異国船が浦の近くを通っても、停泊しないうちは、こちらから舟を出してまで停船させる必要はない。但し浦々に人や舟を集めて準備しておくこと。異国船が停泊したら、組の人々や舟並びに弓・鉄砲を定めの通り用意し、その外何でもよいからあり合わせの道具(武器になるような)を持ち、弁当を出来るだけ多く腰につけて、駆け集まること。 附則、馬は家に残して置き、大庄屋の指図を待つこと。

 附則、異国船は言うに及ばず、日本の舟でも、不審な舟が来た時は、右の通りに心得る事。

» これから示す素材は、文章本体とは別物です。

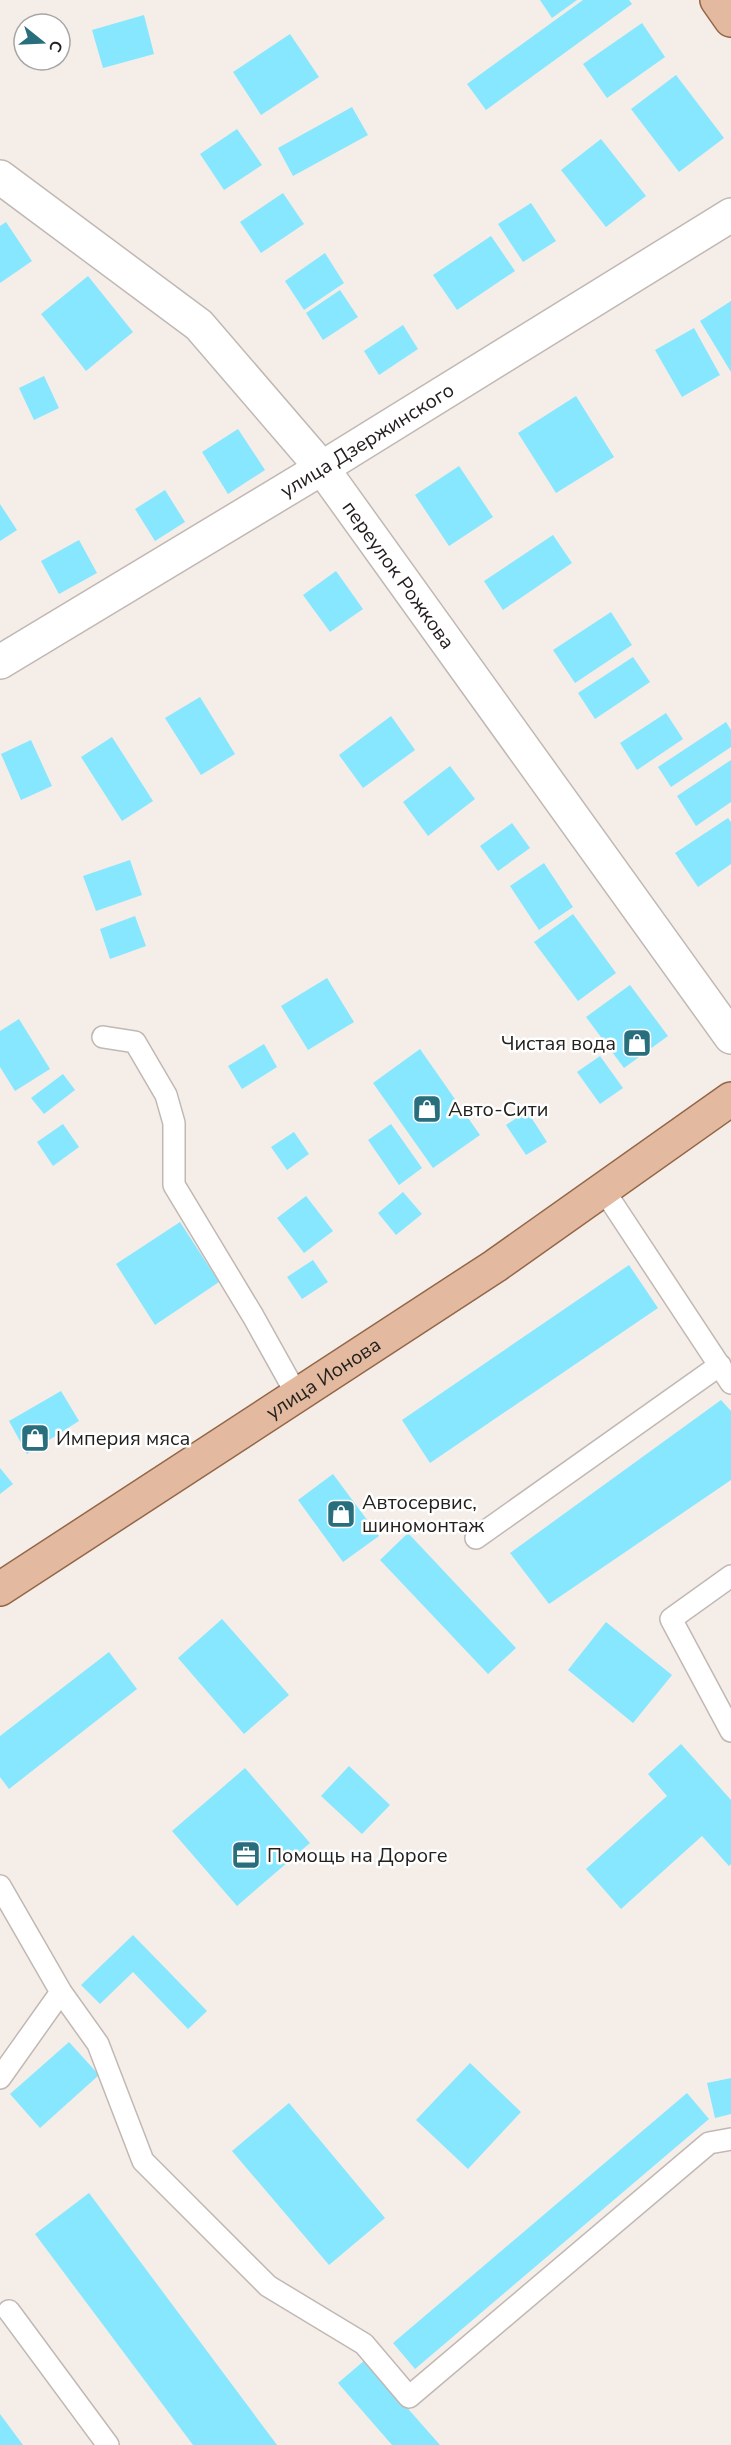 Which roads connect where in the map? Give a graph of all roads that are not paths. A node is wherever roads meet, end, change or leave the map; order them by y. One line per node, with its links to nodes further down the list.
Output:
1 (717, 0): 2 (main road)
2 (731, 20)
3 (0, 177): 5 (street, переулок Рожкова)
4 (731, 215): 5 (street, улица Дзержинского)
5 (322, 468): 6 (street, улица Дзержинского); 8 (street, переулок Рожкова)
6 (0, 662)
7 (103, 1037): 12 (lane)
8 (731, 1037)
9 (731, 1099): 10 (main road, улица Ионова)
10 (603, 1189): 11 (lane); 12 (main road, улица Ионова)
11 (725, 1374): 13 (lane)
12 (297, 1395): 15 (main road, улица Ионова)
13 (476, 1538)
14 (731, 1576): 16 (lane)
15 (0, 1589)
16 (731, 1731)
17 (0, 1886): 18 (lane)
18 (61, 1992): 19 (lane); 20 (lane)
19 (0, 2078)
20 (731, 2139)
21 (3, 2307): 22 (lane)
22 (108, 2445) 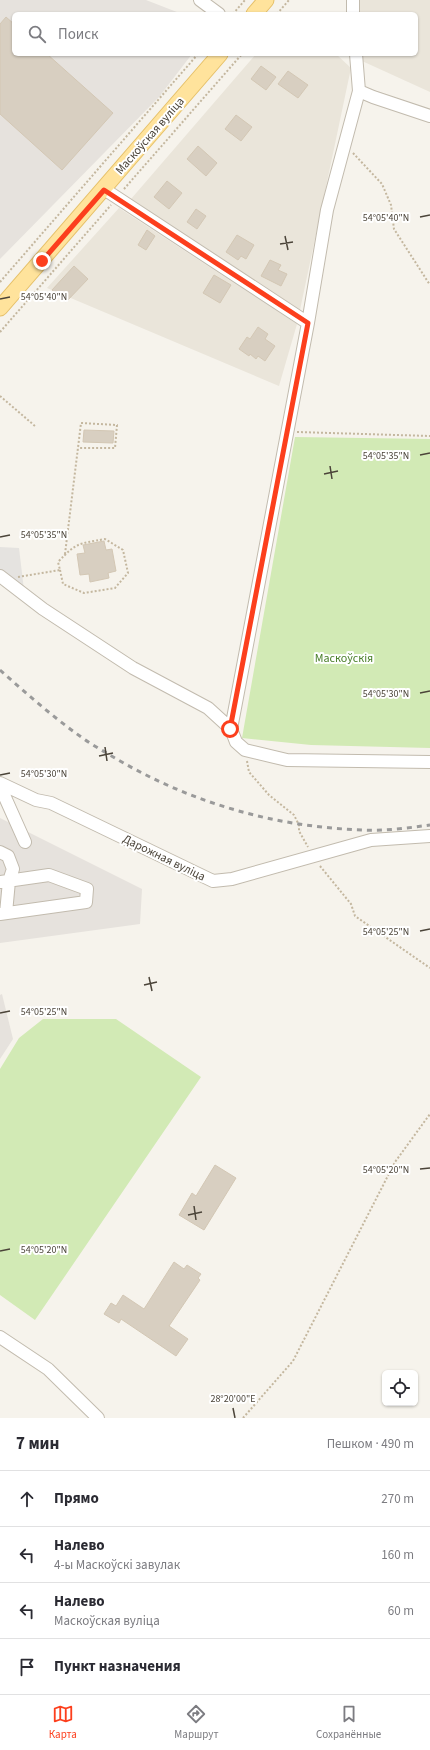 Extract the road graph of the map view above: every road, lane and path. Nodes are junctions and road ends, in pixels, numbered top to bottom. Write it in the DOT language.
graph roads {
  1 [pos="200,0"];
  2 [pos="245,0"];
  3 [pos="266,0"];
  4 [pos="289,0"];
  5 [pos="353,0"];
  6 [pos="217,12"];
  7 [pos="235,12"];
  8 [pos="256,12"];
  9 [pos="279,12"];
  10 [pos="353,12"];
  11 [pos="196,56"];
  12 [pos="218,56"];
  13 [pos="356,56"];
  14 [pos="360,90"];
  15 [pos="430,116"];
  16 [pos="345,145"];
  17 [pos="104,190"];
  18 [pos="0,282"];
  19 [pos="430,285"];
  20 [pos="0,308"];
  21 [pos="308,323"];
  22 [pos="0,396"];
  23 [pos="35,426"];
  24 [pos="287,432"];
  25 [pos="430,436"];
  26 [pos="78,448"];
  27 [pos="65,555"];
  28 [pos="60,570"];
  29 [pos="0,576"];
  30 [pos="11,585"];
  31 [pos="230,729"];
  32 [pos="245,750"];
  33 [pos="430,762"];
  34 [pos="0,783"];
  35 [pos="0,786"];
  36 [pos="430,836"];
  37 [pos="25,842"];
  38 [pos="0,852"];
  39 [pos="312,856"];
  40 [pos="5,881"];
  41 [pos="3,913"];
  42 [pos="430,968"];
  43 [pos="430,1114"];
  44 [pos="0,1337"];
  45 [pos="98,1418"];
  46 [pos="244,1418"];
  1 -- 6 [label="street"];
  2 -- 7 [label="path"];
  3 -- 8 [label="main road"];
  4 -- 9 [label="path"];
  5 -- 10 [label="street"];
  11 -- 18 [label="path"];
  12 -- 17 [label="main road, Маскоўская вуліца"];
  13 -- 14 [label="street"];
  14 -- 15 [label="street"];
  14 -- 16 [label="street"];
  16 -- 19 [label="path"];
  16 -- 21 [label="street"];
  17 -- 20 [label="main road, Маскоўская вуліца"];
  17 -- 21 [label="street"];
  21 -- 24 [label="street"];
  22 -- 23 [label="path"];
  24 -- 25 [label="path"];
  24 -- 31 [label="street"];
  26 -- 26 [label="path"];
  26 -- 27 [label="path"];
  27 -- 28 [label="path"];
  27 -- 28 [label="path"];
  28 -- 30 [label="path"];
  29 -- 30 [label="street"];
  30 -- 31 [label="street"];
  31 -- 32 [label="street"];
  32 -- 33 [label="street"];
  32 -- 39 [label="path"];
  34 -- 39 [label="street, Дарожная вуліца"];
  35 -- 37 [label="street"];
  36 -- 39 [label="street, Дарожная вуліца"];
  38 -- 40 [label="street"];
  39 -- 42 [label="path"];
  40 -- 41 [label="street"];
  40 -- 41 [label="street"];
  43 -- 46 [label="path"];
  44 -- 45 [label="street"];
} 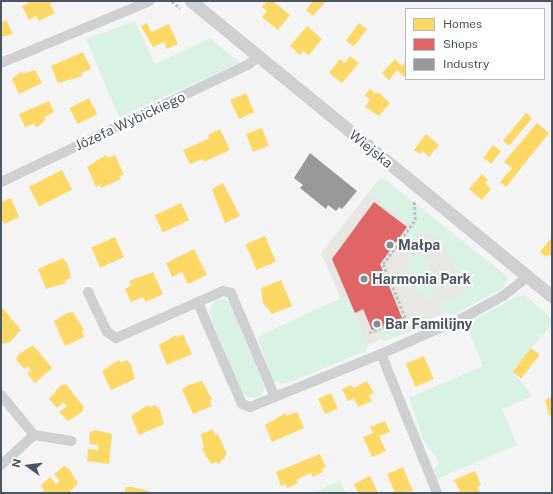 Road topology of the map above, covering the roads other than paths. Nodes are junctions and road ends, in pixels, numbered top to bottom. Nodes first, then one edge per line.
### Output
1 (150, 1) edge
2 (191, 1) edge
3 (258, 57) junction
4 (1, 63) edge
5 (1, 182) edge
6 (528, 277) junction
7 (88, 292) dead end
8 (552, 297) edge
9 (198, 303) junction
10 (381, 354) junction
11 (1, 395) edge
12 (275, 397) junction
13 (34, 435) junction
14 (72, 441) dead end
15 (1, 465) edge
16 (437, 493) edge

1 - 4 street
2 - 3 street, Wiejska
3 - 5 street, Józefa Wybickiego
3 - 6 street, Wiejska
6 - 8 street, Wiejska
6 - 10 street
7 - 9 street
9 - 12 street
9 - 12 street
10 - 12 street
10 - 16 street
11 - 13 street
13 - 14 street
13 - 15 street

異常で、異国船に関する規定は終わります。引き続きキリシタン関係の定めに入ります。

一つ書きの五番目

キリスト教の教えを勧める者、又は金銭をくれて人をだますような事が有ったら、先ずこころよく聞いて、受け入れて置き、早々に報告する事。公儀(幕府)から規定の倍のご褒美が下される事になっている。また、藩からもご褒美が下される。 現在では、「倍」と言いますが、当時は、「一倍」と言ったようです。

一つ書きの六番目

キリスト教徒を隠して置く者が居れば、当人はもちろん、親類や遠縁の者まで重い罪に処せられ、その上、その村の者すべてが処罰される事になる。

あとがき

右の(以上の)事は、前々から数度に亘り仰せ出されていたが、猶又この度、改正されて仰せ出されたので、常時すべての百姓どもに、この定めを読み聞かせ、油断する事のないよう申し付けるものである。

正徳六年 申三月

一から四までが、異国船を発見した時の心得で、五と六がキリスト教徒関係の禁止規定となっています。いずれも、鎖国時代の事とて、外国の影響や干渉を怖れ、極力排除しようとした幕府の政策が端的に表れている規定だと言えます。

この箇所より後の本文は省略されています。